Work instructions – Could you find every line in the entries below that holds the word "lane" and copy it?

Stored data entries
========
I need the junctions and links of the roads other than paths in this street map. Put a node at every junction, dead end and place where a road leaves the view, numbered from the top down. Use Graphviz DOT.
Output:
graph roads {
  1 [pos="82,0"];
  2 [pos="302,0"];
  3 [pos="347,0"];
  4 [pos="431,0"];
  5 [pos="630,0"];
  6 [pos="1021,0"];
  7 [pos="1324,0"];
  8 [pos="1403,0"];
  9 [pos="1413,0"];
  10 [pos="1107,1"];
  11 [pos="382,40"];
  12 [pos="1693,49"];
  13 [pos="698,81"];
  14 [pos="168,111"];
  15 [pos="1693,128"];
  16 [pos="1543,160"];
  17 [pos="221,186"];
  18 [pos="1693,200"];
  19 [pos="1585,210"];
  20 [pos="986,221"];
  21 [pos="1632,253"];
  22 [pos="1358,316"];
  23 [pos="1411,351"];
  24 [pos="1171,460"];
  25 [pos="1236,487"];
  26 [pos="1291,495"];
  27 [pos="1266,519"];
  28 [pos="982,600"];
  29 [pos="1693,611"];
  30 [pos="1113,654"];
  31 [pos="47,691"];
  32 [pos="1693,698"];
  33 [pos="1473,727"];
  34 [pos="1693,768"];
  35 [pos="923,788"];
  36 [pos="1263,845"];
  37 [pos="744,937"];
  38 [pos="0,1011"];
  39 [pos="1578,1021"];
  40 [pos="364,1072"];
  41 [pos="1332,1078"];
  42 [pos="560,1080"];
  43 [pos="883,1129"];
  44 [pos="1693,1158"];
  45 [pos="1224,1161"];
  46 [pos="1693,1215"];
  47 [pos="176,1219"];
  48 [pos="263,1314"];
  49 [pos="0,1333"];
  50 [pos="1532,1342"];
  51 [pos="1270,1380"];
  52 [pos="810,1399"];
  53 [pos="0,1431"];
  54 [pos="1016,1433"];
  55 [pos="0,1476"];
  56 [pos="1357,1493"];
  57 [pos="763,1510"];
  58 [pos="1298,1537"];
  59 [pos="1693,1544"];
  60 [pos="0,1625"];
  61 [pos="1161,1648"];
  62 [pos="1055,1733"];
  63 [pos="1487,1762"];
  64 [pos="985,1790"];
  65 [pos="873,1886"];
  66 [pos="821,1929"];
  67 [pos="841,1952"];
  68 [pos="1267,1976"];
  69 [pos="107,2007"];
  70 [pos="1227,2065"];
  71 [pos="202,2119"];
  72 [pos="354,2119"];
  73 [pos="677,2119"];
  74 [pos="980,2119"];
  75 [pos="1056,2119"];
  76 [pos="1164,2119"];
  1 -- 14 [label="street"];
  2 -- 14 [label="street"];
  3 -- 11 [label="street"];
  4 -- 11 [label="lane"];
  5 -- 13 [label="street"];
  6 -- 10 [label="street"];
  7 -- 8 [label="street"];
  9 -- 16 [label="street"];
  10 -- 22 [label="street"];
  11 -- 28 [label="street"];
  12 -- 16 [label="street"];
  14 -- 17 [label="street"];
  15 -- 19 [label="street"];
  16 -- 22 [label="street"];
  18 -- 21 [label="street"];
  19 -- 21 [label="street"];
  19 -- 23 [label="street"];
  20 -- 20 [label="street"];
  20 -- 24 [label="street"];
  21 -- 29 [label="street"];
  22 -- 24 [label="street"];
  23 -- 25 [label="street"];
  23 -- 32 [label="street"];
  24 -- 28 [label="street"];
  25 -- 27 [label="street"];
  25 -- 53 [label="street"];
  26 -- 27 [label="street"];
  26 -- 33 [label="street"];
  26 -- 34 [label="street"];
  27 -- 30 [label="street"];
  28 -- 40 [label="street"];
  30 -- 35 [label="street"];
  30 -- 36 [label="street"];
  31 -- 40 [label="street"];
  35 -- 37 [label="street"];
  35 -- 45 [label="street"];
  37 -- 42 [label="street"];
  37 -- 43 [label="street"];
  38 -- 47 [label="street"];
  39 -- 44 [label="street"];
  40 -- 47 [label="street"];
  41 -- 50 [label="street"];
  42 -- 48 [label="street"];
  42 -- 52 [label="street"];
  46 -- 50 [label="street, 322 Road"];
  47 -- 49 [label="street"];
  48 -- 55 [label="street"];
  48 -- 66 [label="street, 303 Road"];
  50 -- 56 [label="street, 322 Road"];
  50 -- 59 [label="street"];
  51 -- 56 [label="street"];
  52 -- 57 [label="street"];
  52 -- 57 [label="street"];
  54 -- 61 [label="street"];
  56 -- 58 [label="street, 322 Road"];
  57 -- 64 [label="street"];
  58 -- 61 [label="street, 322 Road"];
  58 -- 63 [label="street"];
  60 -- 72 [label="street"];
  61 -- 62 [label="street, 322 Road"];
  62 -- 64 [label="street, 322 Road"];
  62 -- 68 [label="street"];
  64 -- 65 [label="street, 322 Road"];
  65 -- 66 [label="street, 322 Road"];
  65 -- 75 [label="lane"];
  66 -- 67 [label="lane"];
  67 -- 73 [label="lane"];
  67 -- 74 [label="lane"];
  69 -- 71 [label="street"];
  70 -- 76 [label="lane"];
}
========
Written answer –
  4 -- 11 [label="lane"];
  65 -- 75 [label="lane"];
  66 -- 67 [label="lane"];
  67 -- 73 [label="lane"];
  67 -- 74 [label="lane"];
  70 -- 76 [label="lane"];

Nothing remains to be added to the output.